Lebanese soldiers killed

Gunmen killed three Lebanese soldiers near the Syrian border overnight, the army said Tuesday, in the deadliest such attack since the start of Syria's uprising.

"The soldiers at the checkpoint faced off against the attackers, clashes ensued and three soldiers were killed," the army said in a statement.

Lebanese President Michel Sleiman condemned the "terrorist" attack and called on the army to strike the perpetrators with an "iron fist" in remarks that were echoed by Lebanon's militant Shiite movement Hezbollah.

(Source: AFP)

But not all Lebanese or Syrians would take Abu Hamza at his word when he says he’s fighting for his own – and not anyone else’s – interests.

Abu Hamza admits his militia has been trained by Hezbollah, the Lebanese Shiite group whose leader, Hassan Nasrallah, has publicly vowed to assist Syrian President Bashar al-Assad “to the end of the road”.

The FRANCE 24 meeting with this young Popular Committees fighter was set up by Hezbollah in Hermel, a Shiite-dominated frontier town on the Lebanese side of the Syria-Lebanon border, where Hezbollah has a support base.

But when the Popular Committees fighter arrives for the interview in Hermes – well-armed and dressed in a crisp, clean camouflage uniform – he insists the FRANCE 24 team cross the invisible border into Syria so that he can be interviewed on Syrian soil.

‘Martyrs’ for Assad

Borders are more of a theoretical construct than a reality in this part of the eastern Bekaa, where dirt tracks that cut across undulating hills and gushing streams have long provisioned local economies that rely on smuggling.

Abu Hamza says he is Lebanese, from a village on the Syrian side of the border, where he says he fights Syrian opposition rebels.

As the Syrian conflict dragged on for more than two years, the Lebanese Shiite party maintains that the Popular Committees fighters hail from what they call “Lebanese villages” – or predominantly Shiite villages just inside Syria, where the villagers are said to hold Lebanese citizenship.

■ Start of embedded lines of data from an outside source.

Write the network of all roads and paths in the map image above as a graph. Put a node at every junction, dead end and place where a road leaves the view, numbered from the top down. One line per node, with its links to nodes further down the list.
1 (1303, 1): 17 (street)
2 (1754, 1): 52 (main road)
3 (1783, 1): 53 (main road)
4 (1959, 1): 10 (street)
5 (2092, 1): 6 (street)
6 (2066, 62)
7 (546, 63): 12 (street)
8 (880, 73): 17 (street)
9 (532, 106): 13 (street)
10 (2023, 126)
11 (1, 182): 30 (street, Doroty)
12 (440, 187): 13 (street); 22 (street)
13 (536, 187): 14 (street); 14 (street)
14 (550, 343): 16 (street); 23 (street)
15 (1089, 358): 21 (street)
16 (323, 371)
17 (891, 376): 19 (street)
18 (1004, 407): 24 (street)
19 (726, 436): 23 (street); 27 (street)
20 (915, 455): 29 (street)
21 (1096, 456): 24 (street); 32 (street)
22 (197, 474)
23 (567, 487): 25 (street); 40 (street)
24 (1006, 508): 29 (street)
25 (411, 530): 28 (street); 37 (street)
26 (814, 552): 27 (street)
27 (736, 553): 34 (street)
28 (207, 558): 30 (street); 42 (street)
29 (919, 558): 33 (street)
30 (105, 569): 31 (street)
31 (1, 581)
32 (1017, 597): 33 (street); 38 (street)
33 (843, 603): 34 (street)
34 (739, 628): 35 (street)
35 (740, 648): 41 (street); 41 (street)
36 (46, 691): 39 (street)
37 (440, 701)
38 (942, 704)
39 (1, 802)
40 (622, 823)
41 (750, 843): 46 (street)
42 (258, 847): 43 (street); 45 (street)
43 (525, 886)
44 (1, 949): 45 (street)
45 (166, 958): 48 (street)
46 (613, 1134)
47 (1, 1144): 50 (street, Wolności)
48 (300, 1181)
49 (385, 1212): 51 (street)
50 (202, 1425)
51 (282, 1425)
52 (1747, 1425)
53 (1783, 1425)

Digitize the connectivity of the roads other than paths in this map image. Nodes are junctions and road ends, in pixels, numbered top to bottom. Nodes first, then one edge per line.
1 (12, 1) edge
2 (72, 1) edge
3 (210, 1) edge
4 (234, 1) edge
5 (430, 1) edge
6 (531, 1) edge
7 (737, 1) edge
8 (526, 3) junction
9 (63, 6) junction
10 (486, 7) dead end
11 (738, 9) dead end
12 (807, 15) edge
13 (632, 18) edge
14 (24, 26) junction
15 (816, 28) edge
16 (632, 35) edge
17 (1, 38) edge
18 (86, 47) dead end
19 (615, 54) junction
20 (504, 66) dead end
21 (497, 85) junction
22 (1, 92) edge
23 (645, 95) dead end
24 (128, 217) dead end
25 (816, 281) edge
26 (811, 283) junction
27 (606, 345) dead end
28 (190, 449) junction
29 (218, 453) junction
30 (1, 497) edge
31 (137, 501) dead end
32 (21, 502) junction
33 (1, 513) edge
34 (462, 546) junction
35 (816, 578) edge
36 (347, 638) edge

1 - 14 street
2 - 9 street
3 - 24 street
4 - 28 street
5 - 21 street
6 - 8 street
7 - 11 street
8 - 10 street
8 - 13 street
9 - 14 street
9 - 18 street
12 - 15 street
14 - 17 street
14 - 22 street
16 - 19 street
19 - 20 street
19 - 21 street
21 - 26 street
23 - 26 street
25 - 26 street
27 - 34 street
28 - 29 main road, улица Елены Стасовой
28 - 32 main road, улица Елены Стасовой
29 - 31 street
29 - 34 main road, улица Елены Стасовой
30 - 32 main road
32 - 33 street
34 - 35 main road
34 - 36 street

Hezbollah maintains the Popular Committees are local defense militias protecting their villages.

In the months before Nasrallah publicly acknowledged Hezbollah’s involvement in Syria, the Shiite movement consistently denied their fighters were aiding Assad in Syria, even as a steady trickle of bodies of Hezbollah “martyrs” were being returned to their home villages across the Bekaa.

But as the recent battle for control of the strategic town of Qusair has intensified, Hezbollah has taken a gamble by openly pitching its stakes with Syria’s Assad.

From the higher terrain in this mountainous border region, a cloud of smoke can be seen rising above the al-Qusair region in the plains.

For the moment, the Shiite villagers in the Bekaa are staunchly backing Hezbollah – even among families that are losing their loved ones to the conflict.

In the tiny town of Machghara in the western Bekaa, Mohmmad Hammoud, who says he lost his son in the fighting, maintains that he’s a proud father.

“I'm happier than I was before he was martyred,” said Hammoud as a crowd gathered around him. “I have a second son, a third, a fourth and I want to send them all to fight in Al-Qusair, or with Israel, or with whoever wants to kill us,” said as the crowd around him heartily cheered.